* _Your objective_: Could you set down the lines below, from the one containing "middle pip: (156, 119)" through the final line, exactly as written?

Joint position lists:
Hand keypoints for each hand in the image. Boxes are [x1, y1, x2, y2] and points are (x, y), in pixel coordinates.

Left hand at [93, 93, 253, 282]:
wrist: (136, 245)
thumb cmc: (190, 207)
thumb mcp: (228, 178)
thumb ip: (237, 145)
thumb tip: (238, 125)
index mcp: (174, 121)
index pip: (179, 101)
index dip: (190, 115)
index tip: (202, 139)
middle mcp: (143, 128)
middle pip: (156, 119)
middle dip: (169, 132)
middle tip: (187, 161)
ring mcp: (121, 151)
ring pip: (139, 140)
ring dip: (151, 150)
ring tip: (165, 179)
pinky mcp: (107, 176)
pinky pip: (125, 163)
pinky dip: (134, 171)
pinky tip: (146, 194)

* _Response area_:
middle pip: (156, 119)
middle dip: (169, 132)
middle tip: (187, 161)
ring mcp: (121, 151)
ring pip: (139, 140)
ring dip: (151, 150)
ring tip: (165, 179)
pinky mcp: (107, 176)
pinky pip: (125, 163)
pinky dip: (134, 171)
pinky tip: (146, 194)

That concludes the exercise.